_What you need to do_
Give the listing again word for word. Skip the pictures.
================================
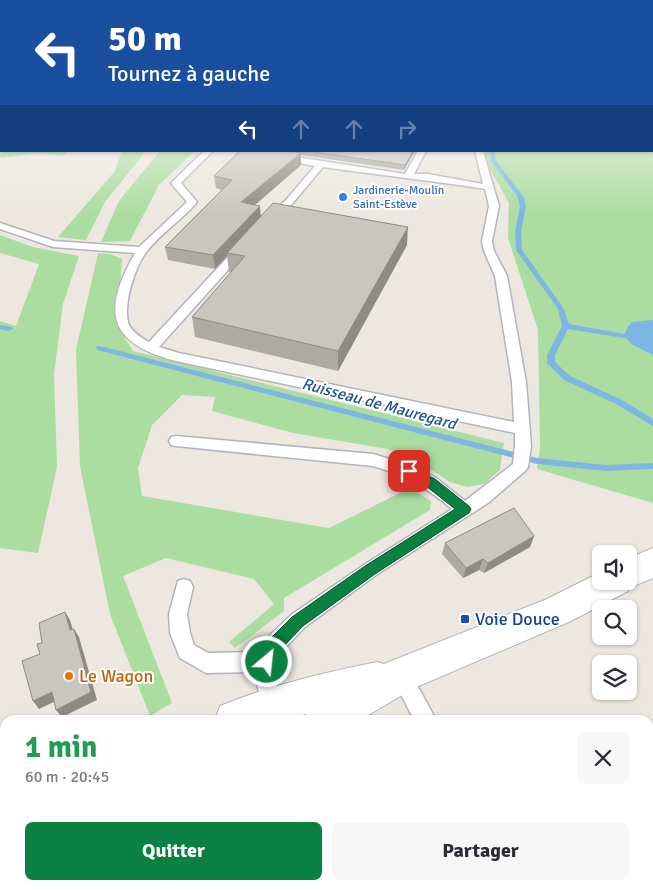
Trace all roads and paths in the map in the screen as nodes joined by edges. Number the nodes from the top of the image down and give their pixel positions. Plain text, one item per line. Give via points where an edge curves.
1 (208, 152) edge
2 (247, 152) edge
3 (421, 152) edge
4 (478, 152) edge
5 (321, 164) junction
6 (408, 176) junction
7 (487, 187) junction
8 (0, 226) edge
9 (263, 226) edge
10 (250, 240) edge
11 (142, 250) junction
12 (151, 348) junction
13 (522, 429) junction
14 (176, 441) dead end
15 (464, 509) junction
16 (653, 562) edge
17 (637, 570) edge
18 (184, 587) dead end
19 (598, 590) edge
20 (267, 662) junction
21 (401, 675) junction
22 (305, 710) edge
23 (270, 715) edge
24 (422, 715) edge

1 - 11 lane via 176,182 192,202
2 - 5 lane
3 - 6 lane
4 - 7 lane
5 - 6 lane
5 - 9 lane via 289,202
6 - 7 lane
7 - 13 lane via 494,206 487,241 501,276 519,382
8 - 11 lane via 54,244
10 - 12 lane
11 - 12 lane via 126,279 121,316 129,334
12 - 13 lane via 176,357
13 - 15 lane via 520,468
14 - 15 lane via 373,460 409,471 430,482
15 - 20 lane via 298,621 277,642
16 - 17 main road
18 - 20 lane via 178,614 180,633 187,651 206,663
19 - 21 main road via 559,610
20 - 22 lane via 266,683
21 - 22 main road
21 - 24 lane
22 - 23 main road

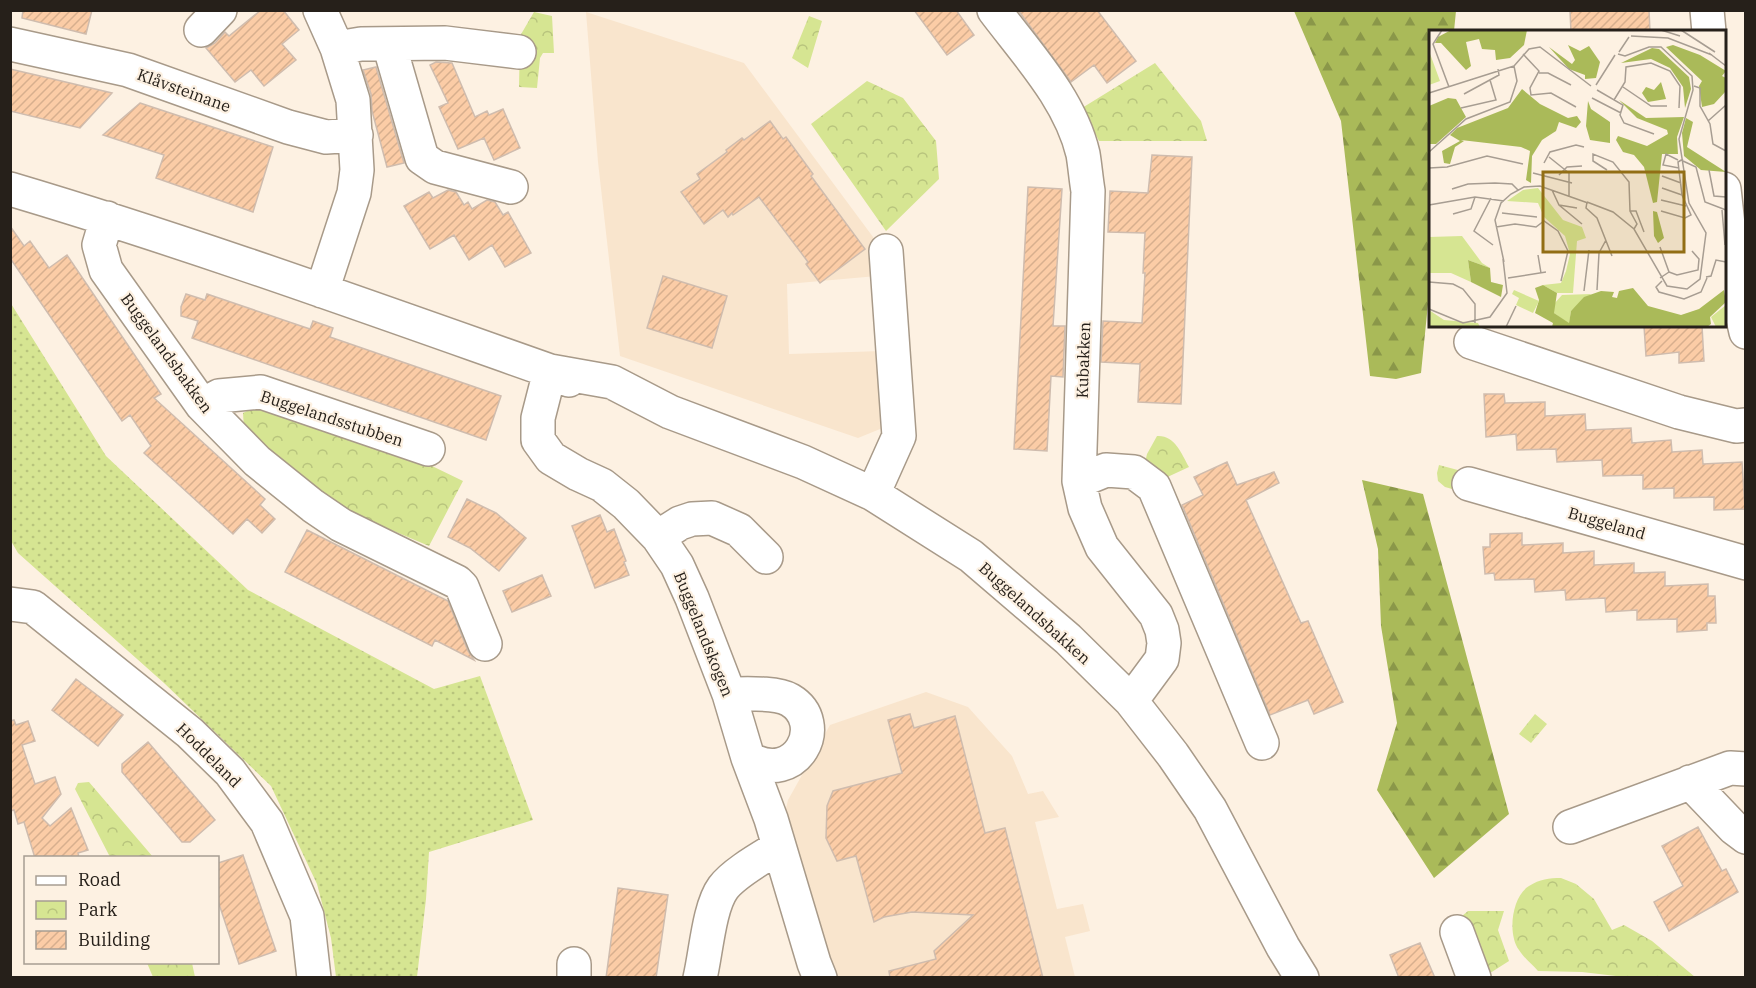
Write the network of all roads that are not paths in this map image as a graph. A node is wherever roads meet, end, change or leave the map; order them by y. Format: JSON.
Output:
{"nodes":[{"id":1,"x":320,"y":10,"type":"edge"},
{"id":2,"x":994,"y":10,"type":"edge"},
{"id":3,"x":1707,"y":10,"type":"edge"},
{"id":4,"x":1709,"y":30,"type":"edge"},
{"id":5,"x":10,"y":44,"type":"edge"},
{"id":6,"x":389,"y":44,"type":"junction"},
{"id":7,"x":337,"y":48,"type":"junction"},
{"id":8,"x":519,"y":52,"type":"dead end"},
{"id":9,"x":356,"y":135,"type":"junction"},
{"id":10,"x":511,"y":187,"type":"dead end"},
{"id":11,"x":10,"y":189,"type":"edge"},
{"id":12,"x":1726,"y":211,"type":"edge"},
{"id":13,"x":107,"y":218,"type":"junction"},
{"id":14,"x":886,"y":251,"type":"dead end"},
{"id":15,"x":1729,"y":278,"type":"edge"},
{"id":16,"x":322,"y":291,"type":"junction"},
{"id":17,"x":1746,"y":332,"type":"edge"},
{"id":18,"x":1471,"y":342,"type":"dead end"},
{"id":19,"x":550,"y":371,"type":"junction"},
{"id":20,"x":202,"y":405,"type":"junction"},
{"id":21,"x":1746,"y":425,"type":"edge"},
{"id":22,"x":428,"y":449,"type":"dead end"},
{"id":23,"x":1079,"y":481,"type":"junction"},
{"id":24,"x":1469,"y":484,"type":"dead end"},
{"id":25,"x":873,"y":494,"type":"junction"},
{"id":26,"x":658,"y":537,"type":"junction"},
{"id":27,"x":766,"y":557,"type":"dead end"},
{"id":28,"x":1746,"y":563,"type":"edge"},
{"id":29,"x":10,"y":604,"type":"edge"},
{"id":30,"x":485,"y":644,"type":"dead end"},
{"id":31,"x":729,"y":694,"type":"junction"},
{"id":32,"x":1131,"y":701,"type":"junction"},
{"id":33,"x":1262,"y":743,"type":"dead end"},
{"id":34,"x":748,"y":758,"type":"junction"},
{"id":35,"x":1746,"y":769,"type":"edge"},
{"id":36,"x":1690,"y":782,"type":"junction"},
{"id":37,"x":1570,"y":827,"type":"dead end"},
{"id":38,"x":1746,"y":837,"type":"edge"},
{"id":39,"x":779,"y":847,"type":"junction"},
{"id":40,"x":1456,"y":932,"type":"dead end"},
{"id":41,"x":1288,"y":962,"type":"edge"},
{"id":42,"x":708,"y":975,"type":"edge"},
{"id":43,"x":314,"y":978,"type":"edge"},
{"id":44,"x":820,"y":978,"type":"edge"},
{"id":45,"x":1302,"y":978,"type":"edge"},
{"id":46,"x":1474,"y":978,"type":"edge"}],
"edges":[{"from":1,"to":7,"type":"street"},
{"from":2,"to":23,"type":"street","name":"Kubakken"},
{"from":3,"to":4,"type":"street"},
{"from":5,"to":9,"type":"street","name":"Klåvsteinane"},
{"from":6,"to":7,"type":"street"},
{"from":6,"to":8,"type":"street"},
{"from":6,"to":10,"type":"street"},
{"from":7,"to":9,"type":"street"},
{"from":9,"to":16,"type":"street"},
{"from":11,"to":13,"type":"street","name":"Buggelandsbakken"},
{"from":12,"to":15,"type":"street"},
{"from":13,"to":16,"type":"street","name":"Buggelandsbakken"},
{"from":13,"to":20,"type":"street","name":"Buggelandsbakken"},
{"from":14,"to":25,"type":"street"},
{"from":15,"to":17,"type":"street"},
{"from":16,"to":19,"type":"street","name":"Buggelandsbakken"},
{"from":18,"to":21,"type":"street"},
{"from":19,"to":25,"type":"street","name":"Buggelandsbakken"},
{"from":19,"to":26,"type":"street","name":"Buggelandskogen"},
{"from":20,"to":22,"type":"street","name":"Buggelandsstubben"},
{"from":20,"to":30,"type":"street","name":"Buggelandsbakken"},
{"from":23,"to":32,"type":"street","name":"Kubakken"},
{"from":23,"to":33,"type":"street"},
{"from":24,"to":28,"type":"street","name":"Buggeland"},
{"from":25,"to":32,"type":"street","name":"Buggelandsbakken"},
{"from":26,"to":27,"type":"street"},
{"from":26,"to":31,"type":"street","name":"Buggelandskogen"},
{"from":29,"to":43,"type":"street","name":"Hoddeland"},
{"from":31,"to":34,"type":"street","name":"Buggelandskogen"},
{"from":31,"to":34,"type":"street"},
{"from":32,"to":41,"type":"street","name":"Buggelandsbakken"},
{"from":34,"to":39,"type":"street","name":"Buggelandskogen"},
{"from":35,"to":36,"type":"street"},
{"from":36,"to":37,"type":"street"},
{"from":36,"to":38,"type":"street"},
{"from":39,"to":42,"type":"street"},
{"from":39,"to":44,"type":"street","name":"Buggelandskogen"},
{"from":40,"to":46,"type":"street"},
{"from":41,"to":45,"type":"street","name":"Buggelandsbakken"}]}
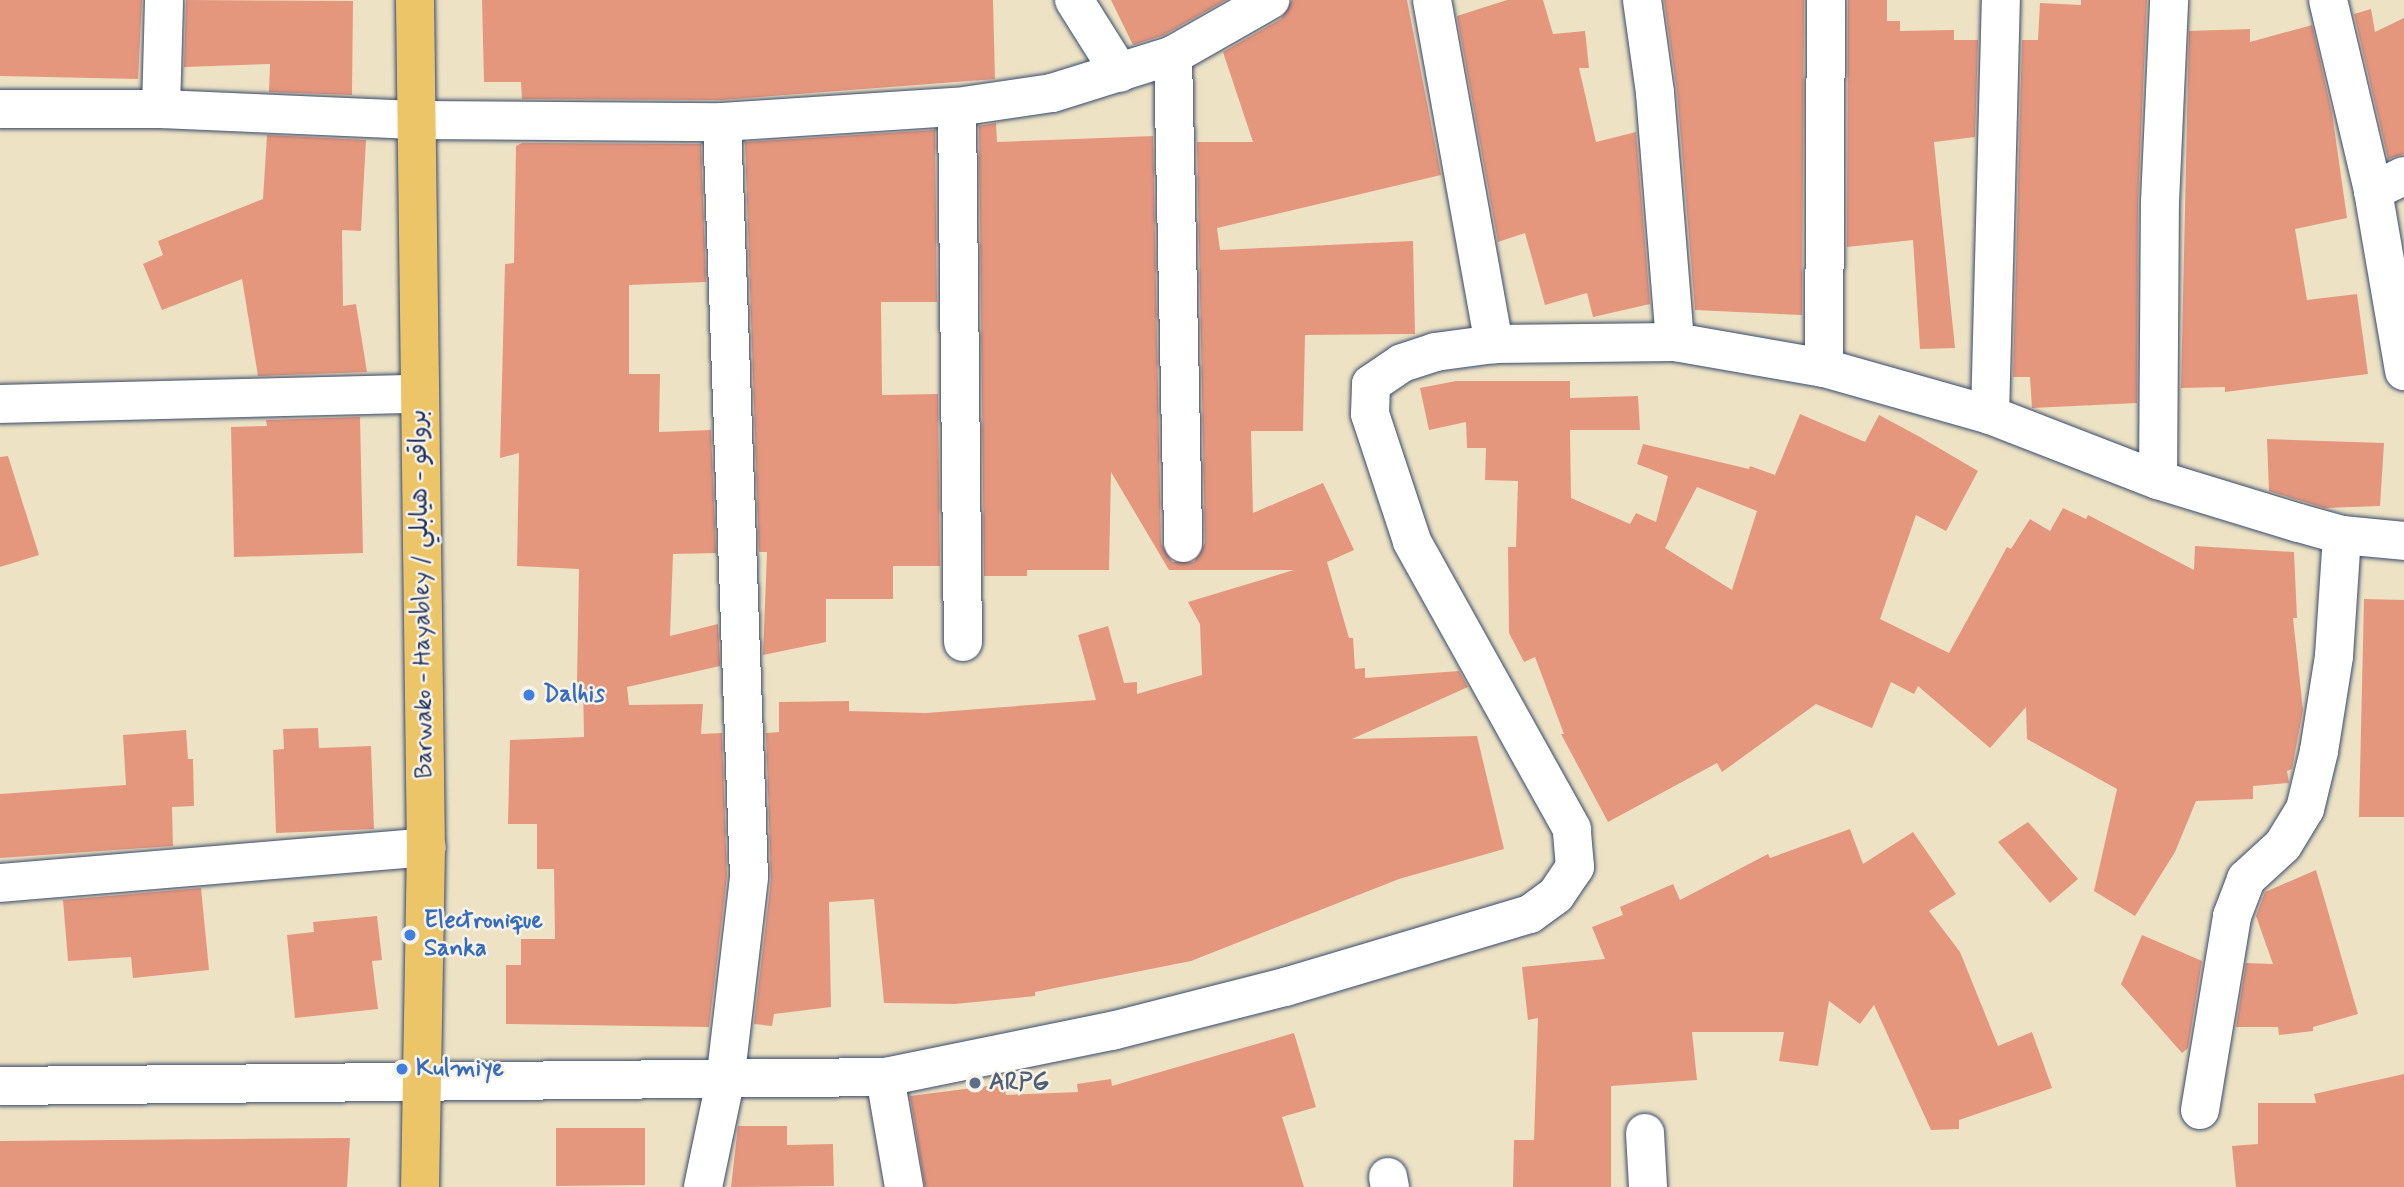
================================
_Answer_
Trace all roads and paths in the map in the screen as nodes joined by edges. Number the nodes from the top of the image down and give their pixel positions. Plain text, one item per line. Give via points where an edge curves.
1 (208, 152) edge
2 (247, 152) edge
3 (421, 152) edge
4 (478, 152) edge
5 (321, 164) junction
6 (408, 176) junction
7 (487, 187) junction
8 (0, 226) edge
9 (263, 226) edge
10 (250, 240) edge
11 (142, 250) junction
12 (151, 348) junction
13 (522, 429) junction
14 (176, 441) dead end
15 (464, 509) junction
16 (653, 562) edge
17 (637, 570) edge
18 (184, 587) dead end
19 (598, 590) edge
20 (267, 662) junction
21 (401, 675) junction
22 (305, 710) edge
23 (270, 715) edge
24 (422, 715) edge

1 - 11 lane via 176,182 192,202
2 - 5 lane
3 - 6 lane
4 - 7 lane
5 - 6 lane
5 - 9 lane via 289,202
6 - 7 lane
7 - 13 lane via 494,206 487,241 501,276 519,382
8 - 11 lane via 54,244
10 - 12 lane
11 - 12 lane via 126,279 121,316 129,334
12 - 13 lane via 176,357
13 - 15 lane via 520,468
14 - 15 lane via 373,460 409,471 430,482
15 - 20 lane via 298,621 277,642
16 - 17 main road
18 - 20 lane via 178,614 180,633 187,651 206,663
19 - 21 main road via 559,610
20 - 22 lane via 266,683
21 - 22 main road
21 - 24 lane
22 - 23 main road

Write the network of all roads that are not paths in this map image as a graph. A node is wherever roads meet, end, change or leave the map; order them by y. Format: JSON.
Output:
{"nodes":[{"id":1,"x":320,"y":10,"type":"edge"},
{"id":2,"x":994,"y":10,"type":"edge"},
{"id":3,"x":1707,"y":10,"type":"edge"},
{"id":4,"x":1709,"y":30,"type":"edge"},
{"id":5,"x":10,"y":44,"type":"edge"},
{"id":6,"x":389,"y":44,"type":"junction"},
{"id":7,"x":337,"y":48,"type":"junction"},
{"id":8,"x":519,"y":52,"type":"dead end"},
{"id":9,"x":356,"y":135,"type":"junction"},
{"id":10,"x":511,"y":187,"type":"dead end"},
{"id":11,"x":10,"y":189,"type":"edge"},
{"id":12,"x":1726,"y":211,"type":"edge"},
{"id":13,"x":107,"y":218,"type":"junction"},
{"id":14,"x":886,"y":251,"type":"dead end"},
{"id":15,"x":1729,"y":278,"type":"edge"},
{"id":16,"x":322,"y":291,"type":"junction"},
{"id":17,"x":1746,"y":332,"type":"edge"},
{"id":18,"x":1471,"y":342,"type":"dead end"},
{"id":19,"x":550,"y":371,"type":"junction"},
{"id":20,"x":202,"y":405,"type":"junction"},
{"id":21,"x":1746,"y":425,"type":"edge"},
{"id":22,"x":428,"y":449,"type":"dead end"},
{"id":23,"x":1079,"y":481,"type":"junction"},
{"id":24,"x":1469,"y":484,"type":"dead end"},
{"id":25,"x":873,"y":494,"type":"junction"},
{"id":26,"x":658,"y":537,"type":"junction"},
{"id":27,"x":766,"y":557,"type":"dead end"},
{"id":28,"x":1746,"y":563,"type":"edge"},
{"id":29,"x":10,"y":604,"type":"edge"},
{"id":30,"x":485,"y":644,"type":"dead end"},
{"id":31,"x":729,"y":694,"type":"junction"},
{"id":32,"x":1131,"y":701,"type":"junction"},
{"id":33,"x":1262,"y":743,"type":"dead end"},
{"id":34,"x":748,"y":758,"type":"junction"},
{"id":35,"x":1746,"y":769,"type":"edge"},
{"id":36,"x":1690,"y":782,"type":"junction"},
{"id":37,"x":1570,"y":827,"type":"dead end"},
{"id":38,"x":1746,"y":837,"type":"edge"},
{"id":39,"x":779,"y":847,"type":"junction"},
{"id":40,"x":1456,"y":932,"type":"dead end"},
{"id":41,"x":1288,"y":962,"type":"edge"},
{"id":42,"x":708,"y":975,"type":"edge"},
{"id":43,"x":314,"y":978,"type":"edge"},
{"id":44,"x":820,"y":978,"type":"edge"},
{"id":45,"x":1302,"y":978,"type":"edge"},
{"id":46,"x":1474,"y":978,"type":"edge"}],
"edges":[{"from":1,"to":7,"type":"street"},
{"from":2,"to":23,"type":"street","name":"Kubakken"},
{"from":3,"to":4,"type":"street"},
{"from":5,"to":9,"type":"street","name":"Klåvsteinane"},
{"from":6,"to":7,"type":"street"},
{"from":6,"to":8,"type":"street"},
{"from":6,"to":10,"type":"street"},
{"from":7,"to":9,"type":"street"},
{"from":9,"to":16,"type":"street"},
{"from":11,"to":13,"type":"street","name":"Buggelandsbakken"},
{"from":12,"to":15,"type":"street"},
{"from":13,"to":16,"type":"street","name":"Buggelandsbakken"},
{"from":13,"to":20,"type":"street","name":"Buggelandsbakken"},
{"from":14,"to":25,"type":"street"},
{"from":15,"to":17,"type":"street"},
{"from":16,"to":19,"type":"street","name":"Buggelandsbakken"},
{"from":18,"to":21,"type":"street"},
{"from":19,"to":25,"type":"street","name":"Buggelandsbakken"},
{"from":19,"to":26,"type":"street","name":"Buggelandskogen"},
{"from":20,"to":22,"type":"street","name":"Buggelandsstubben"},
{"from":20,"to":30,"type":"street","name":"Buggelandsbakken"},
{"from":23,"to":32,"type":"street","name":"Kubakken"},
{"from":23,"to":33,"type":"street"},
{"from":24,"to":28,"type":"street","name":"Buggeland"},
{"from":25,"to":32,"type":"street","name":"Buggelandsbakken"},
{"from":26,"to":27,"type":"street"},
{"from":26,"to":31,"type":"street","name":"Buggelandskogen"},
{"from":29,"to":43,"type":"street","name":"Hoddeland"},
{"from":31,"to":34,"type":"street","name":"Buggelandskogen"},
{"from":31,"to":34,"type":"street"},
{"from":32,"to":41,"type":"street","name":"Buggelandsbakken"},
{"from":34,"to":39,"type":"street","name":"Buggelandskogen"},
{"from":35,"to":36,"type":"street"},
{"from":36,"to":37,"type":"street"},
{"from":36,"to":38,"type":"street"},
{"from":39,"to":42,"type":"street"},
{"from":39,"to":44,"type":"street","name":"Buggelandskogen"},
{"from":40,"to":46,"type":"street"},
{"from":41,"to":45,"type":"street","name":"Buggelandsbakken"}]}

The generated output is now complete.